*Instructions to follow*
Look through the data below. Collect every line where the word "Sokak" occurs.

*Supplied data*
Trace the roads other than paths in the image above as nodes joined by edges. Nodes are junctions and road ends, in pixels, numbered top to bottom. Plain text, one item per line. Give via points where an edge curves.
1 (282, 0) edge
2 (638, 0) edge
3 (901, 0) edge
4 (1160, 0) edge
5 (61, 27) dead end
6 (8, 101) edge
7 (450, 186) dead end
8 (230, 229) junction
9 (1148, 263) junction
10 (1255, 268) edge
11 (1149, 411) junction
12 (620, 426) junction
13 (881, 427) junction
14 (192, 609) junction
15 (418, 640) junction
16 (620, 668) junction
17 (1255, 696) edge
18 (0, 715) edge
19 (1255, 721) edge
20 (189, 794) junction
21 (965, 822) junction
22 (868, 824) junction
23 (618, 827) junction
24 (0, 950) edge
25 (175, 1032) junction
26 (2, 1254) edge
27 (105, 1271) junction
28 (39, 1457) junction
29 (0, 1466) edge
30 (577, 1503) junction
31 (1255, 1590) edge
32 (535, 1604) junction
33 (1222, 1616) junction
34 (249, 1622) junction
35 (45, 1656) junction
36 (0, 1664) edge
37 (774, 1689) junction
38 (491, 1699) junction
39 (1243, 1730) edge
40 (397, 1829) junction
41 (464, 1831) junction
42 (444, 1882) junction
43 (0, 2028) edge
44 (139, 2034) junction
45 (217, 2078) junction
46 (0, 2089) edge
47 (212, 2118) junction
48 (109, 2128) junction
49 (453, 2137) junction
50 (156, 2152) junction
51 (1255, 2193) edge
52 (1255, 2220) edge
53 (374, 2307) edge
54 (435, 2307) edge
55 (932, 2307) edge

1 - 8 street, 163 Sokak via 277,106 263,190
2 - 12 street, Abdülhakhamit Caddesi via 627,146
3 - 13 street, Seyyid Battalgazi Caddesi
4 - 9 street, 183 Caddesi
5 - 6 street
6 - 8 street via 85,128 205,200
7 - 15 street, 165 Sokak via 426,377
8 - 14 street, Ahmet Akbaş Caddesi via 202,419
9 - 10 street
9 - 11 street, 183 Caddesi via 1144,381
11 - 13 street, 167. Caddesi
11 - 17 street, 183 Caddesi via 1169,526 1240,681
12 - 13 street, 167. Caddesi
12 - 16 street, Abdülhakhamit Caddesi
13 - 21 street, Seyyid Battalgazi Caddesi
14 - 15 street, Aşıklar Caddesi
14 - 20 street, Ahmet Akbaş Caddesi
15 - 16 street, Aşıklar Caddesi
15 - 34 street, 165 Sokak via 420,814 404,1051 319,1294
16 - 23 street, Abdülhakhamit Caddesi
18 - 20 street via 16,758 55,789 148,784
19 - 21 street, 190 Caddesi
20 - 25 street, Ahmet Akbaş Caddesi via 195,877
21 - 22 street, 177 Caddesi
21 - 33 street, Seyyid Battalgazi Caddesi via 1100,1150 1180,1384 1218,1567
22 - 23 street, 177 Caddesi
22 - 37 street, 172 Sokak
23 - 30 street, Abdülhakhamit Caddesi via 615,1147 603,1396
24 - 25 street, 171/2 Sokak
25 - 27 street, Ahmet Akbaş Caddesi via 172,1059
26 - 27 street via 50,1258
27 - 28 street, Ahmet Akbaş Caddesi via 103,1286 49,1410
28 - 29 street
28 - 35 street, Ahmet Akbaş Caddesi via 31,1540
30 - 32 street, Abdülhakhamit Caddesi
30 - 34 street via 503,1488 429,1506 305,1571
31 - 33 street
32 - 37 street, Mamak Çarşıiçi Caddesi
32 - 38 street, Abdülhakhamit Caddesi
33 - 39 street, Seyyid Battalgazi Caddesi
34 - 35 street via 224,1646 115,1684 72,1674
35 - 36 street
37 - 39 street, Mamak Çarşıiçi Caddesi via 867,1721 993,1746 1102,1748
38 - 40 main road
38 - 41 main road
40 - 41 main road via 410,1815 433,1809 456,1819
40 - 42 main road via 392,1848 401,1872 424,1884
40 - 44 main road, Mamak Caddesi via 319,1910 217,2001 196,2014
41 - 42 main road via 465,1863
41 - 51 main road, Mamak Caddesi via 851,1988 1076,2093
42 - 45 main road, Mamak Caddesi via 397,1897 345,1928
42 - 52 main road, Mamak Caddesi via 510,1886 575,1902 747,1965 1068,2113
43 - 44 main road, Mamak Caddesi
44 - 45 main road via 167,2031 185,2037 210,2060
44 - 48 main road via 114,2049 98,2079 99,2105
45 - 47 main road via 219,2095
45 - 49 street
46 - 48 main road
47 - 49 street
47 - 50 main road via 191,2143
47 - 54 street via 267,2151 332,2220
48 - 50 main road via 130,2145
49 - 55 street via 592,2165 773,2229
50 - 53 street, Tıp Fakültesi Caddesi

*Solution to this task*
1 - 8 street, 163 Sokak via 277,106 263,190
7 - 15 street, 165 Sokak via 426,377
15 - 34 street, 165 Sokak via 420,814 404,1051 319,1294
22 - 37 street, 172 Sokak
24 - 25 street, 171/2 Sokak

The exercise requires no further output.